About this task:
Every line of the data should be retyped with no difference from the original.

Entries shown below:

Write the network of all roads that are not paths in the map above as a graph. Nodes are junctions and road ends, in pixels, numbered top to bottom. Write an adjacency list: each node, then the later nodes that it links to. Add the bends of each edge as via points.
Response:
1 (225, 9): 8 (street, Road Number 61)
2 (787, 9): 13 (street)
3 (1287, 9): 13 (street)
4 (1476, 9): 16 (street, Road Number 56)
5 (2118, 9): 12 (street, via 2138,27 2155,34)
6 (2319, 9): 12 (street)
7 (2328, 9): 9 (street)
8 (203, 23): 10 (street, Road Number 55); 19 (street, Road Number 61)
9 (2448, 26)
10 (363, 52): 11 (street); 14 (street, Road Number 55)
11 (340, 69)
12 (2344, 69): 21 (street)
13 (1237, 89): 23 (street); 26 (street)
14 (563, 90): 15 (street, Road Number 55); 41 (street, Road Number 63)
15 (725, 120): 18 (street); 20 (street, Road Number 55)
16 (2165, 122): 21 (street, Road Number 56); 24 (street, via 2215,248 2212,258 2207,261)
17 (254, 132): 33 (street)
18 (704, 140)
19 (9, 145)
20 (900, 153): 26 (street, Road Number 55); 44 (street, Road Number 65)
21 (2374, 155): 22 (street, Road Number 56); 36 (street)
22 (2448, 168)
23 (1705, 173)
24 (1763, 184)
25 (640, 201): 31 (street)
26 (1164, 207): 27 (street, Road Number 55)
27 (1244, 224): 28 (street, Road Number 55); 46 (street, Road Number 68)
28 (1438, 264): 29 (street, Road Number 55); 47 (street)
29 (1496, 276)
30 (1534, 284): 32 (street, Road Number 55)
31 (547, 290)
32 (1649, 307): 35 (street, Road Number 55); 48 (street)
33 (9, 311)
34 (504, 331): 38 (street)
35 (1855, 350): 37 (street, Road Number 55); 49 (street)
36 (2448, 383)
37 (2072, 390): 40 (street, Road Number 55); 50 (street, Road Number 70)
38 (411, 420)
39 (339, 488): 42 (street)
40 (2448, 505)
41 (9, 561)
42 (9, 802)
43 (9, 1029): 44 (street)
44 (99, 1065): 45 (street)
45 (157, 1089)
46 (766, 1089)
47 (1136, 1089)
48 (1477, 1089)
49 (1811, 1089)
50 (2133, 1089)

End of Entries shown.

Solution below:
Write the network of all roads that are not paths in the map above as a graph. Nodes are junctions and road ends, in pixels, numbered top to bottom. Write an adjacency list: each node, then the later nodes that it links to. Add the bends of each edge as via points.
Response:
1 (225, 9): 8 (street, Road Number 61)
2 (787, 9): 13 (street)
3 (1287, 9): 13 (street)
4 (1476, 9): 16 (street, Road Number 56)
5 (2118, 9): 12 (street, via 2138,27 2155,34)
6 (2319, 9): 12 (street)
7 (2328, 9): 9 (street)
8 (203, 23): 10 (street, Road Number 55); 19 (street, Road Number 61)
9 (2448, 26)
10 (363, 52): 11 (street); 14 (street, Road Number 55)
11 (340, 69)
12 (2344, 69): 21 (street)
13 (1237, 89): 23 (street); 26 (street)
14 (563, 90): 15 (street, Road Number 55); 41 (street, Road Number 63)
15 (725, 120): 18 (street); 20 (street, Road Number 55)
16 (2165, 122): 21 (street, Road Number 56); 24 (street, via 2215,248 2212,258 2207,261)
17 (254, 132): 33 (street)
18 (704, 140)
19 (9, 145)
20 (900, 153): 26 (street, Road Number 55); 44 (street, Road Number 65)
21 (2374, 155): 22 (street, Road Number 56); 36 (street)
22 (2448, 168)
23 (1705, 173)
24 (1763, 184)
25 (640, 201): 31 (street)
26 (1164, 207): 27 (street, Road Number 55)
27 (1244, 224): 28 (street, Road Number 55); 46 (street, Road Number 68)
28 (1438, 264): 29 (street, Road Number 55); 47 (street)
29 (1496, 276)
30 (1534, 284): 32 (street, Road Number 55)
31 (547, 290)
32 (1649, 307): 35 (street, Road Number 55); 48 (street)
33 (9, 311)
34 (504, 331): 38 (street)
35 (1855, 350): 37 (street, Road Number 55); 49 (street)
36 (2448, 383)
37 (2072, 390): 40 (street, Road Number 55); 50 (street, Road Number 70)
38 (411, 420)
39 (339, 488): 42 (street)
40 (2448, 505)
41 (9, 561)
42 (9, 802)
43 (9, 1029): 44 (street)
44 (99, 1065): 45 (street)
45 (157, 1089)
46 (766, 1089)
47 (1136, 1089)
48 (1477, 1089)
49 (1811, 1089)
50 (2133, 1089)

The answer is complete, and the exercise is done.